Monday, March 10, 2014

Go ahead...rub me the wrong way.

Trigger me...it's fine.  
Irritate me, even better. 
Piss me off, now we're getting somewhere.  
Infuriate me, oh, this is the good stuff.



Truly.  I welcome it.  I've come to understand and even embrace these moments for what they are.  Gifts.  Chances for me to see how I react and respond differently than I used to.  These opportunities allow me to gauge my growth, to see how I'm progressing on this journey.

I've not always thought this.  Ahem.  No, this has taken many grudges, arguments, tears, and temper tantrums.  But I've come to understand something about myself along the way.

See, when somebody says something that hurts me, questions my belief system, or challenges my current understanding, it's not about me.  Seriously, it's not personal.  

It honestly has nothing to do with me.  It is theirs.  All theirs.  Their belief.  Their truth.  From their lifetime of experiences, it is their reality.  AND...it's divine and perfect for them.

Here is the fun part.  *I* get to choose...or NOT choose to accept it as mine.  If I don't like it, if it doesn't fit, I simply don't take it on.  I don't take it as personal.  They can keep it, it's okay.  

Then I let it go.



I think sometimes we tend to get stuck on this part.  We hear a new piece of information, an opinion, a perspective and immediately going into defense mode.  "No, that's not true."  
"How stupid, where did you come up with that?"  "I do not!"  "That's weird, yuck."  
"I'd NEVER do something like that, it's wrong."

Hear all that judgment?  Ouch.

I LOVE that we don't need to define, label, or accept anything anyone else offers us.  We can simply allow someone to believe what they believe.  Without having to defend our belief or opinion about it.

One of my favorite stories I share with people in my work goes like this:  If you're standing in line waiting for something, and the person in front of you drops their bag, do you pick it up and rummage around in it, and keep its contents for yourself?  
Or would you tap them on the shoulder and give them back the bag they dropped?
Of course you'd give them back the bag!  
(To whomever shared this with me along the way...THANK YOU!)
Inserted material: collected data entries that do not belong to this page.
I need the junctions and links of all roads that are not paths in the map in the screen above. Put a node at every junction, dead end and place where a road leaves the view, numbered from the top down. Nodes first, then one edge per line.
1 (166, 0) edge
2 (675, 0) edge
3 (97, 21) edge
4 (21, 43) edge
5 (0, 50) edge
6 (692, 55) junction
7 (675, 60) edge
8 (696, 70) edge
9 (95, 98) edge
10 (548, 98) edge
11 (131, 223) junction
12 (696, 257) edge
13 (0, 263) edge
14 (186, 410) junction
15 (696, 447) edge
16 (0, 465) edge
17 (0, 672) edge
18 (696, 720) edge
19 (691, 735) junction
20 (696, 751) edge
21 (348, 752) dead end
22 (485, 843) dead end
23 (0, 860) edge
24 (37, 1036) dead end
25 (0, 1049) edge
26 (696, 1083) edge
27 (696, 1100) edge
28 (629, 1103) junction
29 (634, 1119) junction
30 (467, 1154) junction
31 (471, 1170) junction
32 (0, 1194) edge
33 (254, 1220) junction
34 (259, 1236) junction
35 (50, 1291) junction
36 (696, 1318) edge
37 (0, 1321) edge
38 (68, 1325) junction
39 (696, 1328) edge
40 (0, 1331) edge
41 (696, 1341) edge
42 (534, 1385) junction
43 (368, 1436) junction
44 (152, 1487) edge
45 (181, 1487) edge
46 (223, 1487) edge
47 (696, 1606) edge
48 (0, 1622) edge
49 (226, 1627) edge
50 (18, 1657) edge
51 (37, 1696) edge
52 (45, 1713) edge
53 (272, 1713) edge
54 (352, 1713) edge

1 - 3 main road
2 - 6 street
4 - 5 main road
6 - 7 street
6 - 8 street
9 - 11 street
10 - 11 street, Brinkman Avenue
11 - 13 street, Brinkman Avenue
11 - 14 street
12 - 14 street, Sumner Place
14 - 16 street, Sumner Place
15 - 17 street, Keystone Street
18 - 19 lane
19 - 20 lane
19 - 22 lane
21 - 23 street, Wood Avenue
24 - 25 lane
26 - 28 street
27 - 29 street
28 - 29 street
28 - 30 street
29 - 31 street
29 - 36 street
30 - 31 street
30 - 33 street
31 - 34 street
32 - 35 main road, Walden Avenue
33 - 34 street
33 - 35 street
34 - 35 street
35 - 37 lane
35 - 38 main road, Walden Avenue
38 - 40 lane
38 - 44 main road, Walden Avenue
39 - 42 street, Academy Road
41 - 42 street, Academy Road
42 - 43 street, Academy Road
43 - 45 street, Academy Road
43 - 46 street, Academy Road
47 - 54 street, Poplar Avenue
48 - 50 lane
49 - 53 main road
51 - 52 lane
So, why oh why, do we pick up people's 'bags' (beliefs/opinions/perspectives) so often and keep them for ourselves!?
They dropped their bag (belief/opinion/perspective).  Kindly hand it back to them and say, 
"Here, this belongs to you."  
It. Is. Not. Yours.


I used to be easily provoked into confrontation.  I'm a work in progress, but for the most part I really do my best to handle things differently now.  
It can be quite intriguing how my refusal to join an argument can tick folks off sometimes.   
I've gotten pretty adept at smiling and saying, "Interesting.  I've never thought about that before."  "Hm, there is a different concept."  "What a great world to be able to have so much diversity!"

Holding that new space creates freedom.  A space of open dialogue.  A space for the other person to speak their truth without fear of judgment.  A space of compassion and empathy.  

It also reminds me that I can change.  I can grow.  I can react in a new way.  
I can allow another being an opportunity to simply be who they are and to believe what they believe.  That feels pretty alright to me. :)

I challenge you to listen differently today.  
There is a great quote by Stephen R. Covey that states, 

"Most people do not listen with the intent to understand; they listen with the intent to reply."

There is some serious power in that statement.  If you're in disagreement with someone, challenged by their belief or opinion...unless your words will be delivered with love and compassion, don't immediately reply.  Ask yourself if there is a need TO reply or defend.  Or can you just allow that person their opinion?  Can you entertain their idea without accepting it as yours?
Oh, the liberation you feel as you start practicing this.  It's pretty sweet.



On the flip side...don't forget to speak your opinions and beliefs.  And speak them with no attachment to how they will be received.  Do not look for approval or understanding.  If your thoughts and ideas come from your heart, then speak them with ease and grace.  Let others' reactions be their own reactions.  It's not up to you to determine if they are able to handle your truth or not.  That is theirs.    
Imagine a world filled with people who just spoke truthfully, carried themselves peacefully, listened with the intention of hearing, and loved one another for their own individuality.  
Mmhmm....that's the world I wanna live in. 

Tend your garden.  Let others garden their own way.  Oh, and watch the world bloom freely.